На взморье были свои выходы к берегу сквозь дюнный лес – тропинки или деревянные мостки. На пляже до полудня были «мужские» и «женские» часы, когда можно было купаться и загорать нагишом. Мы приходили к десяти утра, когда мужчин на пляже уже не было, располагались на больших махровых простынях, загорали, купались, а когда «женское» время заканчивалось, на дюнах появлялись первые мужчины, все быстро надевали купальники. Мой маленький кузен Яша первым во всеуслышание объявлял о том, что идут мужчины, и тоже торопливо натягивал трусики. На берегу, у самой воды, мы строили замки, высокие башенки из песка. Это было так увлекательно, что я однажды даже укусила свою «фройляйн» за голый живот, когда та насильно пыталась увести меня с пляжа. Я любила спокойное море и особенно вечерний закат, когда солнце прямо садилось в гладь моря.
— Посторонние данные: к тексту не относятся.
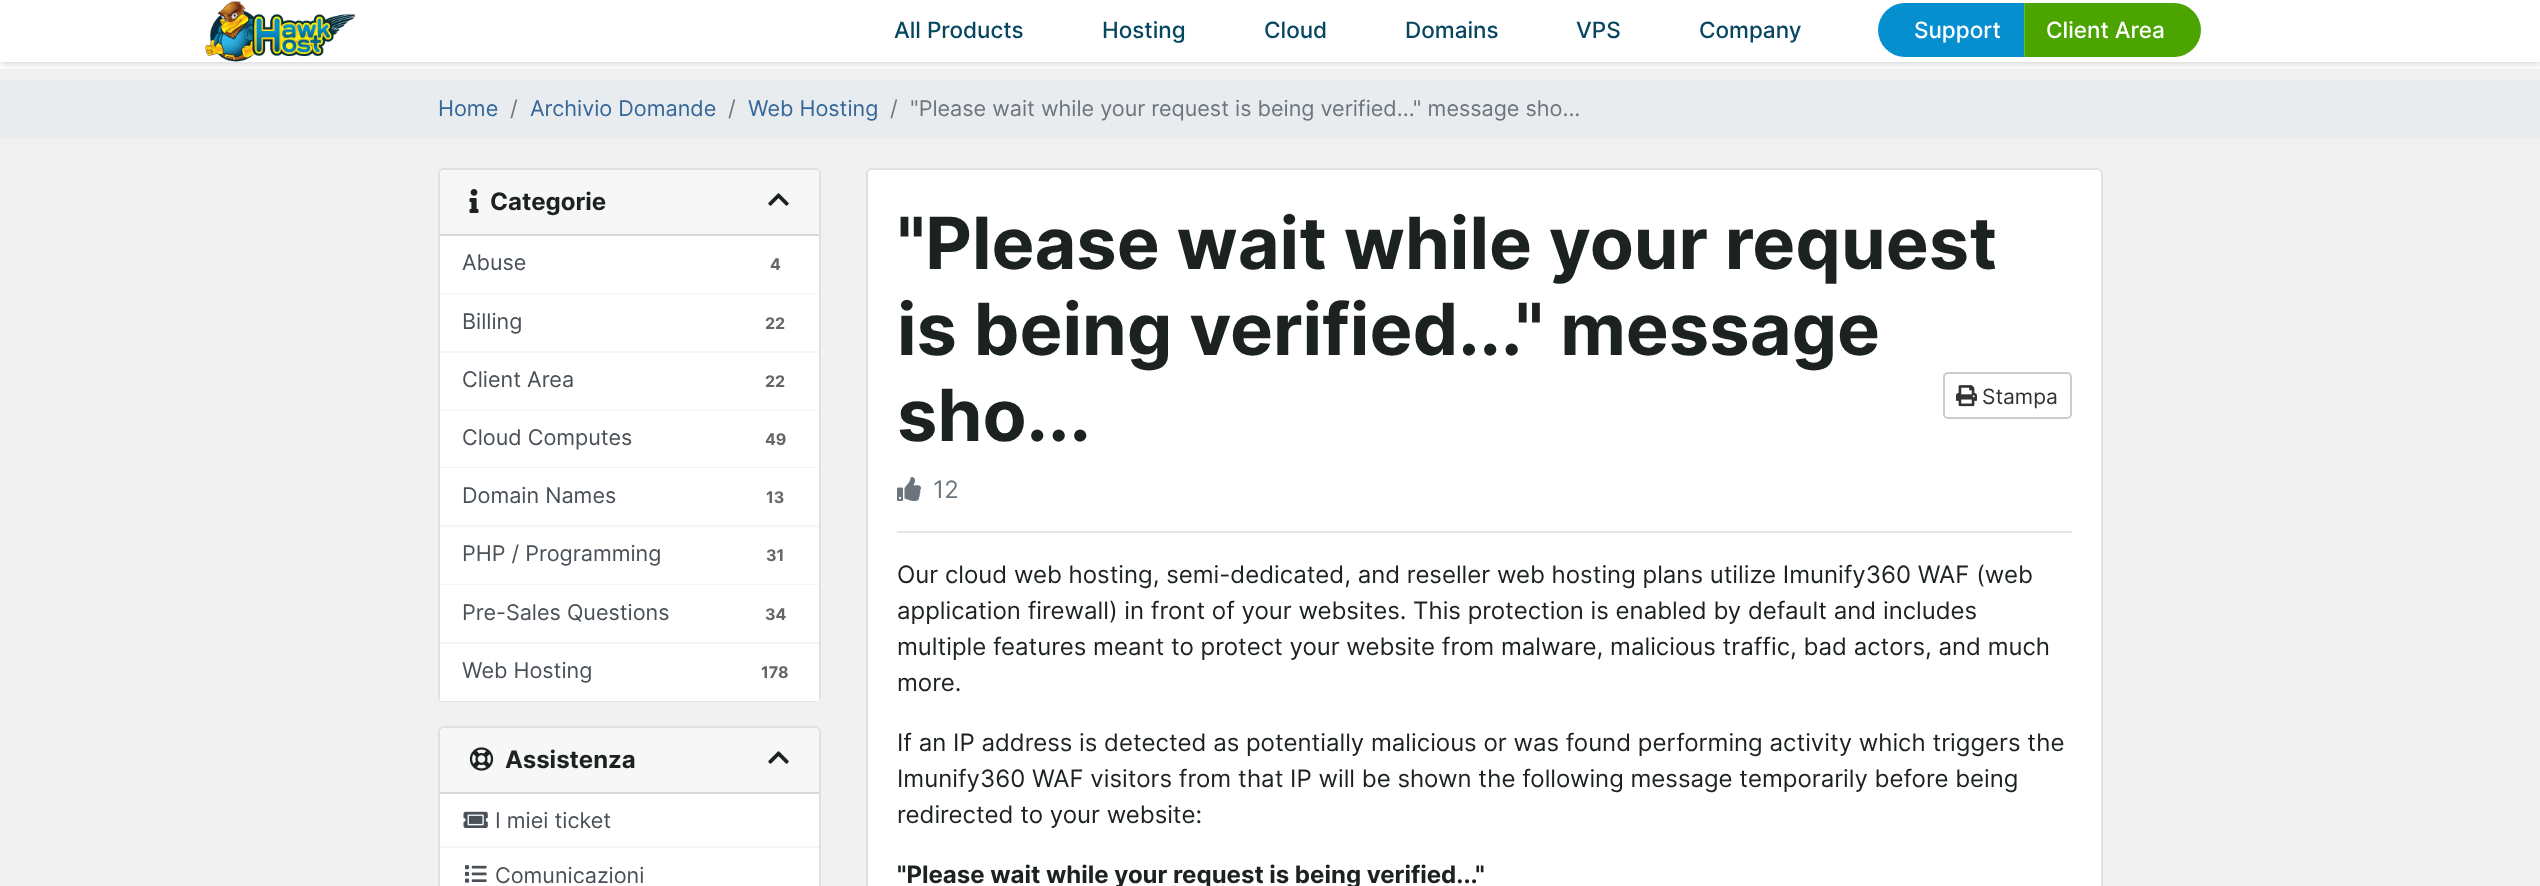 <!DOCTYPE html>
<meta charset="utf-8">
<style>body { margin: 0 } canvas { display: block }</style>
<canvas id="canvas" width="2540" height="886"></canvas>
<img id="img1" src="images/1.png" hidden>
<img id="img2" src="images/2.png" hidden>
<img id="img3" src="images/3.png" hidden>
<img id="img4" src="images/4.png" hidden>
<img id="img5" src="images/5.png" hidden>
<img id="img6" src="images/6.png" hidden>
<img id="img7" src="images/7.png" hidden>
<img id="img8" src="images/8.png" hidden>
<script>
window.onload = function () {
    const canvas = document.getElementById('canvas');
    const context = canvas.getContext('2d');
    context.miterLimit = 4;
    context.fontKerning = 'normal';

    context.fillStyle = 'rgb(241, 241, 241)';
    context.fillRect(0, 0, 2540, 886);
    context.fillStyle = 'rgb(255, 255, 255)';
    context.fillRect(0, 62, 2540, 7);
    context.fillStyle = 'rgba(0, 0, 0, 0.2)';
    context.filter = 'blur(4px)';
    context.beginPath();
    context.rect(0, 2, 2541, 61);
    context.fill();
    context.filter = 'none';
    context.fillStyle = 'rgb(255, 255, 255)';
    context.fillRect(0, 0, 2540, 62);
    context.drawImage(document.getElementById('img1'), 205, 1, 151, 61);
    context.fillStyle = 'rgb(6, 143, 206)';
    context.beginPath();
    context.roundRect(1878, 3, 146, 54, [27, 0, 0, 27]);
    context.fill();
    context.fillStyle = 'rgb(75, 164, 0)';
    context.beginPath();
    context.roundRect(2024, 3, 177, 54, [0, 27, 27, 0]);
    context.fill();
    context.fillStyle = 'rgb(111, 182, 51)';
    context.fillRect(2024, 3, 1, 54);
    context.fillStyle = 'rgb(233, 236, 239)';
    context.fillRect(0, 80, 2540, 58);
    context.fillStyle = 'rgb(255, 255, 255)';
    context.beginPath();
    context.roundRect(438, 168, 383, 534, 6);
    context.fill();
    context.beginPath();
    context.roundRect(439, 169, 381, 532, 5);
    context.strokeStyle = 'rgba(0, 0, 0, 0.12)';
    context.lineWidth = 2;
    context.stroke();
    context.fillStyle = 'rgb(247, 247, 247)';
    context.beginPath();
    context.roundRect(440, 170, 379, 66, [5, 5, 0, 0]);
    context.fill();
    context.fillStyle = 'rgb(216, 216, 216)';
    context.fillRect(440, 234, 379, 2);
    context.drawImage(document.getElementById('img2'), 469, 189, 10, 24);
    context.drawImage(document.getElementById('img3'), 768, 193, 21, 13);
    context.fillStyle = 'rgb(245, 245, 245)';
    context.fillRect(440, 293, 379, 1);
    context.fillRect(440, 351, 379, 2);
    context.fillRect(440, 410, 379, 1);
    context.fillRect(440, 467, 379, 1);
    context.fillRect(440, 525, 379, 2);
    context.fillRect(440, 584, 379, 1);
    context.fillRect(440, 642, 379, 2);
    context.fillStyle = 'rgb(255, 255, 255)';
    context.fillRect(440, 697, 379, 4);
    context.beginPath();
    context.roundRect(438, 726, 383, 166, 6);
    context.fill();
    context.beginPath();
    context.roundRect(439, 727, 381, 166, 5);
    context.stroke();
    context.fillStyle = 'rgb(247, 247, 247)';
    context.beginPath();
    context.roundRect(440, 728, 379, 66, [5, 5, 0, 0]);
    context.fill();
    context.fillStyle = 'rgb(216, 216, 216)';
    context.fillRect(440, 792, 379, 2);
    context.drawImage(document.getElementById('img4'), 469, 747, 25, 24);
    context.drawImage(document.getElementById('img3'), 768, 751, 21, 13);
    context.fillStyle = 'rgb(245, 245, 245)';
    context.fillRect(440, 846, 379, 2);
    context.drawImage(document.getElementById('img5'), 463, 811, 25, 17);
    context.drawImage(document.getElementById('img6'), 465, 865, 22, 18);
    context.fillStyle = 'rgb(255, 255, 255)';
    context.beginPath();
    context.roundRect(866, 168, 1237, 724, 6);
    context.fill();
    context.beginPath();
    context.roundRect(867, 169, 1235, 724, 5);
    context.stroke();
    context.beginPath();
    context.roundRect(1944, 373, 127, 45, 4);
    context.strokeStyle = 'rgb(204, 204, 204)';
    context.stroke();
    context.drawImage(document.getElementById('img7'), 1956, 385, 21, 22);
    context.drawImage(document.getElementById('img8'), 897, 477, 24, 24);
    context.fillStyle = 'rgb(230, 230, 230)';
    context.fillRect(897, 531, 1175, 2);
    context.font = '500 22.5px Inter';
    context.fillStyle = 'rgb(6, 70, 96)';
    context.fillText('All Products', 894, 38);
    context.fillText('Hosting', 1102, 38);
    context.fillText('Cloud', 1264, 38);
    context.fillText('Domains', 1405, 38);
    context.fillText('VPS', 1576, 38);
    context.fillText('Company', 1699, 38);
    context.fillStyle = 'rgb(255, 255, 255)';
    context.fillText('Support', 1914, 38);
    context.fillText('Client Area', 2046, 38);
    context.font = '21.6px Inter';
    context.fillStyle = 'rgb(51, 102, 153)';
    context.fillText('Home', 438, 116);
    context.fillStyle = 'rgb(108, 117, 125)';
    context.fillText('/', 510, 116);
    context.fillStyle = 'rgb(51, 102, 153)';
    context.fillText('Archivio Domande', 530, 116);
    context.fillStyle = 'rgb(108, 117, 125)';
    context.fillText('/', 728, 116);
    context.fillStyle = 'rgb(51, 102, 153)';
    context.fillText('Web Hosting', 748, 116);
    context.fillStyle = 'rgb(108, 117, 125)';
    context.fillText('/', 890, 116);
    context.fillText('"Please wait while your request is being verified..." message sho...', 910, 116);
    context.font = 'bold 24px Inter';
    context.fillStyle = 'rgb(28, 33, 34)';
    context.fillText('Categorie', 490, 210);
    context.font = '21.6px Inter';
    context.fillStyle = 'rgb(73, 80, 87)';
    context.fillText('Abuse', 462, 270);
    context.font = 'bold 16px Inter';
    context.fillStyle = 'rgb(102, 102, 102)';
    context.fillText('4', 770, 270);
    context.font = '21.6px Inter';
    context.fillStyle = 'rgb(73, 80, 87)';
    context.fillText('Billing', 462, 329);
    context.font = 'bold 16px Inter';
    context.fillStyle = 'rgb(102, 102, 102)';
    context.fillText('22', 765, 329);
    context.font = '21.6px Inter';
    context.fillStyle = 'rgb(73, 80, 87)';
    context.fillText('Client Area', 462, 387);
    context.font = 'bold 16px Inter';
    context.fillStyle = 'rgb(102, 102, 102)';
    context.fillText('22', 765, 387);
    context.font = '21.6px Inter';
    context.fillStyle = 'rgb(73, 80, 87)';
    context.fillText('Cloud Computes', 462, 445);
    context.font = 'bold 16px Inter';
    context.fillStyle = 'rgb(102, 102, 102)';
    context.fillText('49', 765, 445);
    context.font = '21.6px Inter';
    context.fillStyle = 'rgb(73, 80, 87)';
    context.fillText('Domain Names', 462, 503);
    context.font = 'bold 16px Inter';
    context.fillStyle = 'rgb(102, 102, 102)';
    context.fillText('13', 766, 503);
    context.font = '21.6px Inter';
    context.fillStyle = 'rgb(73, 80, 87)';
    context.fillText('PHP / Programming', 462, 561);
    context.font = 'bold 16px Inter';
    context.fillStyle = 'rgb(102, 102, 102)';
    context.fillText('31', 766, 561);
    context.font = '21.6px Inter';
    context.fillStyle = 'rgb(73, 80, 87)';
    context.fillText('Pre-Sales Questions', 462, 620);
    context.font = 'bold 16px Inter';
    context.fillStyle = 'rgb(102, 102, 102)';
    context.fillText('34', 765, 620);
    context.font = '21.6px Inter';
    context.fillStyle = 'rgb(73, 80, 87)';
    context.fillText('Web Hosting', 462, 678);
    context.font = 'bold 16px Inter';
    context.fillStyle = 'rgb(102, 102, 102)';
    context.fillText('178', 761, 678);
    context.font = 'bold 24px Inter';
    context.fillStyle = 'rgb(28, 33, 34)';
    context.fillText('Assistenza', 505, 768);
    context.font = '21.6px Inter';
    context.fillStyle = 'rgb(73, 80, 87)';
    context.fillText('I miei ticket', 495, 828);
    context.fillText('Comunicazioni', 495, 883);
    context.font = 'bold 72px Inter';
    context.fillStyle = 'rgb(28, 33, 34)';
    context.fillText('"Please wait while your request', 897, 269);
    context.fillText('is being verified..." message', 897, 355);
    context.fillText('sho...', 897, 441);
    context.font = '21px Inter';
    context.fillStyle = 'rgb(51, 51, 51)';
    context.fillText('Stampa', 1982, 404);
    context.font = '24px Inter';
    context.fillStyle = 'rgb(108, 117, 125)';
    context.fillText('12', 933, 498);
    context.fillStyle = 'rgb(28, 33, 34)';
    context.fillText('Our cloud web hosting, semi-dedicated, and reseller web hosting plans utilize Imunify360 WAF (web', 897, 583);
    context.fillText('application firewall) in front of your websites. This protection is enabled by default and includes', 897, 619);
    context.fillText('multiple features meant to protect your website from malware, malicious traffic, bad actors, and much', 897, 655);
    context.fillText('more.', 897, 691);
    context.fillText('If an IP address is detected as potentially malicious or was found performing activity which triggers the', 897, 751);
    context.fillText('Imunify360 WAF visitors from that IP will be shown the following message temporarily before being', 897, 787);
    context.fillText('redirected to your website:', 897, 823);
    context.font = 'bold 24px Inter';
    context.fillText('"Please wait while your request is being verified..."', 897, 883);
};
</script>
Ощущения, связанные с морем моего детства, сопровождали меня потом всю жизнь, оживали на берегах Чёрного, Средиземного и даже Мёртвого моря, всегда напоминая родной Рижский залив, песчаный пляж, дюны, кустарник и высокие сосны.

На даче соблюдался строгий распорядок дня. После пляжа обедали, потом надо было полежать в постели, а часам к четырём-пяти все дети отправлялись в лес, где были солнечные пригорки, полянки, покрытые прошлогодней хвоей, много черники, а из сосновых шишек, мха и вереска мы сооружали прелестные маленькие корзиночки. Лиловый вереск мы называли «эрика». Позднее, в годы юности, тот же лес бывал и местом длительных походов за грибами, мне были знакомы все его тропинки и холмы до самого устья реки Лиелупе, впадающей в морской залив. Сейчас многое там изменилось и уже не найти той лавчонки, где нам отпускали в кредит кефир, бисквиты «Микадо», мармелад, записывая всё в маленькую синюю тетрадку. С годами летние забавы становились разнообразнее: играли в серсо, крокет, в мяч «фелкербал» между двумя командами, устраивали олимпиады, бегали к теннисным кортам подавать игрокам далеко укатившиеся твёрдые белые мячики. У всех были свои велосипеды марки «Липперт», «Латвелло», «Омега» или «Эренпрейс» с пёстрыми нитяными сетками на задних колёсах. По воскресеньям вокруг пожарной каланчи устраивались детские праздники. Там наперегонки скакали в мешках, соревновались в чистке картошки, танцевали под звуки духового оркестра… Я любила ходить к реке, но купаться мне там не разрешали, и я тоскливо бродила вдоль берега по зарослям тростника и подбирала дохлых рыбок, от запаха которых потом было не отмыть руки.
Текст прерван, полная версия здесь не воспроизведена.